Top and rear swoop were done at 90.  All cuts done with side of tool so the tool marks could be stoned out easier (no end mill circles).

I'm using an off-set trunnion to get the barrel as close to the center of fixture rotation as possible to reduce side or rotational loads on the table.  If I used a flat plate along the A-axis rotation I could have two fixtures opposite each other and cut two in one program, but the slides would be sticking out quite a bit and I might get chatter - and drilling way off axis would be doom.

It also means my 4" vise fits on a fixture plate with the top of the jaws just above A-axis center.

If I had a brake rather than relying on the 80:1 worm gear I could probably hang things out farther from center without worrying about it.

I'l post more when I get the remaining cosmetic lightening cuts and slide racker dovetail finished (i.e. no longer my problem!).


----------



## spumco (Apr 11, 2019)

Year and change later - major update (understatement).

New home-built 4th axis based on a hollow-bore harmonic drive gearbox.  The old worm drive one had unacceptable backlash.  The new one is rigid, backlash-free, and accurate way beyond my hopes & dreams.  Once I replace the stepper with a servo I should get over 100RPM A-axis rapids.

New trunnion table made to fit the orignal ears, minus the buggered hole pattern in the original version.  Same pattern as the Saunders Machine Works fixture plates.

All new tailstock with a proper 5C spindle and bearings.  Mounted on linear rails so I can move it in X (shorter parts) without losing position in Y or Z. Since it's located in X with a ballscrew, I can also use it to tension slender parts by installing a 5C chuck in the spindle taper.

Because the 4th axis has a 3MT taper, I mounted a boring head and line-bored the tailstock bearing pockets in place (at 30RPM - slow).  Everything stays concentric and no shims anywhere!

I've even made provisions to mount a motor on the tailstock and turn it in to a lathe spindle - eventually.

More details available if anyone's interested...

-Ralph


----------



## JimDawson (Apr 11, 2019)

Very nice work


----------



## macardoso (Apr 11, 2019)

Dear god, how long did it take to line bore that housing. That looks miserable.


----------



## spumco (Apr 11, 2019)

macardoso said:


> Dear god, how long did it take to line bore that housing. That looks miserable.



Not that bad, honestly.  I used a high-polish positive rake insert (not in the photo), and I milled the bearing pocket out to within about 0.075" of final bore in a vise (with the normal spindle).  The line boring was just a way to ensure Z-axis concentricity.  Took about 4 passes per pocket until I got a thumb-force press fit.  And the pockets are only 0.750" deep(ish).

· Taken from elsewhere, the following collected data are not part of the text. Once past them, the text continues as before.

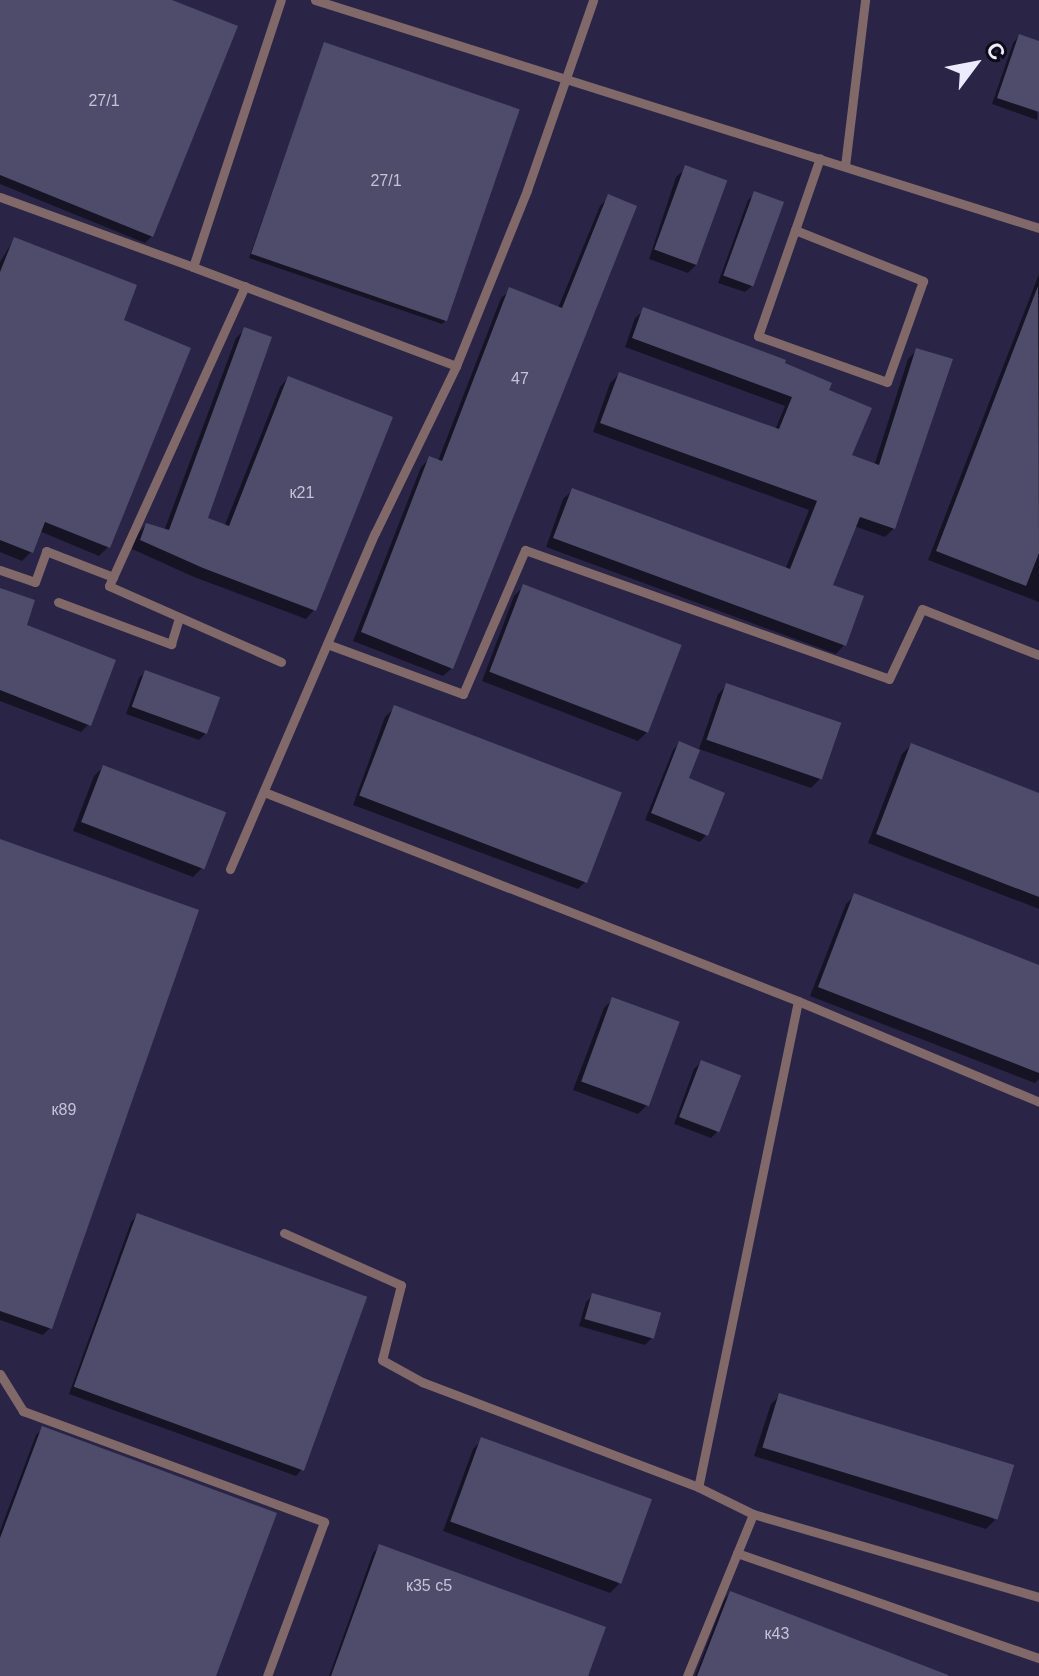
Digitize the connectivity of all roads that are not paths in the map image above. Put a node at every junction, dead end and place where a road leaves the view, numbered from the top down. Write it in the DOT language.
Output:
graph roads {
  1 [pos="281,0"];
  2 [pos="315,0"];
  3 [pos="593,0"];
  4 [pos="865,0"];
  5 [pos="565,76"];
  6 [pos="820,158"];
  7 [pos="845,166"];
  8 [pos="0,197"];
  9 [pos="1039,228"];
  10 [pos="795,230"];
  11 [pos="193,267"];
  12 [pos="245,286"];
  13 [pos="456,366"];
  14 [pos="0,570"];
  15 [pos="113,577"];
  16 [pos="58,602"];
  17 [pos="179,617"];
  18 [pos="327,644"];
  19 [pos="1039,655"];
  20 [pos="281,662"];
  21 [pos="264,792"];
  22 [pos="230,869"];
  23 [pos="798,1001"];
  24 [pos="1039,1102"];
  25 [pos="284,1233"];
  26 [pos="0,1374"];
  27 [pos="698,1487"];
  28 [pos="753,1514"];
  29 [pos="737,1553"];
  30 [pos="1039,1597"];
  31 [pos="1039,1658"];
  32 [pos="267,1676"];
  33 [pos="687,1676"];
  1 -- 11 [label="lane"];
  2 -- 5 [label="lane"];
  3 -- 5 [label="lane"];
  4 -- 7 [label="lane"];
  5 -- 6 [label="lane"];
  5 -- 13 [label="lane"];
  6 -- 7 [label="lane"];
  6 -- 10 [label="lane"];
  7 -- 9 [label="lane"];
  8 -- 11 [label="lane"];
  10 -- 10 [label="lane"];
  11 -- 12 [label="lane"];
  12 -- 13 [label="lane"];
  12 -- 15 [label="lane"];
  13 -- 18 [label="lane"];
  14 -- 15 [label="lane"];
  15 -- 17 [label="lane"];
  16 -- 17 [label="lane"];
  17 -- 20 [label="lane"];
  18 -- 19 [label="lane"];
  18 -- 21 [label="lane"];
  21 -- 22 [label="lane"];
  21 -- 23 [label="lane"];
  23 -- 24 [label="lane"];
  23 -- 27 [label="lane"];
  25 -- 27 [label="lane"];
  26 -- 32 [label="lane"];
  27 -- 28 [label="lane"];
  28 -- 29 [label="lane"];
  28 -- 30 [label="lane"];
  29 -- 31 [label="lane"];
  29 -- 33 [label="lane"];
}
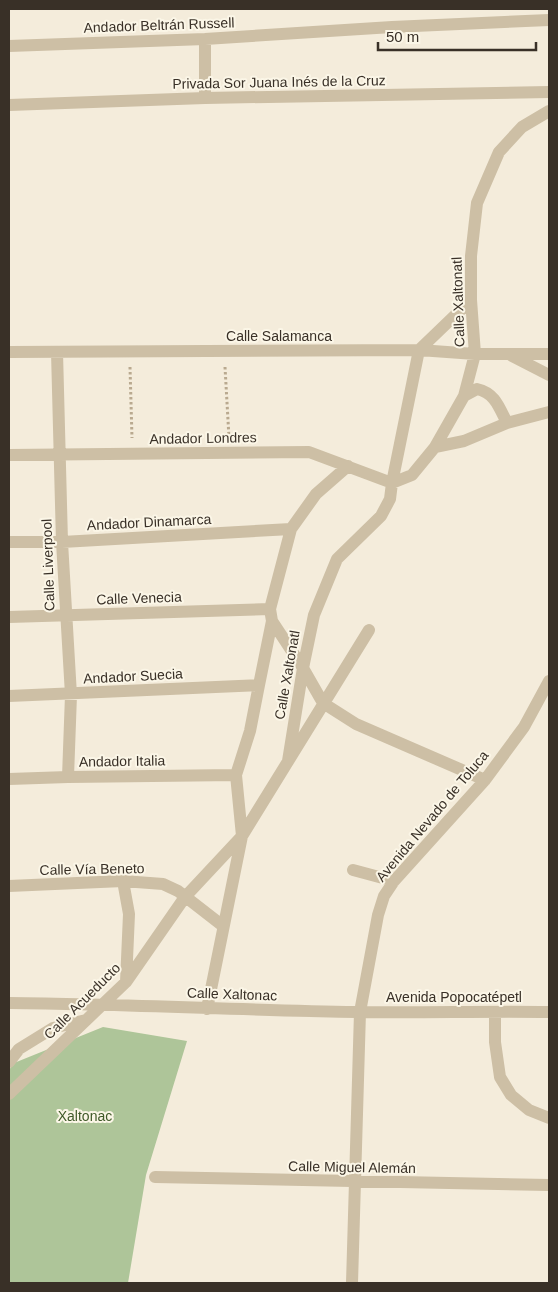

Did the front end, then unbolted the ball nut, slid it off the rails, and flipped it end for end.  The rails kept everything aligned for the outboard pocket.

Glue the bearings in with some retaining compound and done deal.

But yes, it took _some_ time at 30RPM.  First pass I wound up advancing the tailstock too quickly and got really nice threads instead of a smooth bore.

A better photo below of the setup right before I switched inserts.  Second one is final alignment before tightening the tail base plate down.  Got a 1" hardened chrome rod trued up in the 4-jaw and then clamped the other end in a 1" collet with the tailstock loose.  Tapped it in true while rotating the rod to average the errors and then snugged up the 4th axis and tail base.  

The rotational axis of the 4th and tail are concentric, parallel with the X, and perpendicular to Z within the limits of my ability to measure  - maybe a couple of tenths here or there.

-Ralph


----------



## macardoso (Apr 11, 2019)

Beautiful work!


----------



## Matt81 (Sep 29, 2019)

What reduction ratio did you go with on the harmonic drive?


----------



## spumco (Sep 30, 2019)

Matt81 said:


> What reduction ratio did you go with on the harmonic drive?


50:1 (or 51:1 to be exact).

I'd like to say that this was the precise ratio I needed, based on a careful engineering study.  Reality was that I was looking for anything 100:1 or less and got the 50:1 drive dirt cheap.  I wanted something fast - I was tired of 10RPM on my worm drive 4th - and lucked in to this one.


----------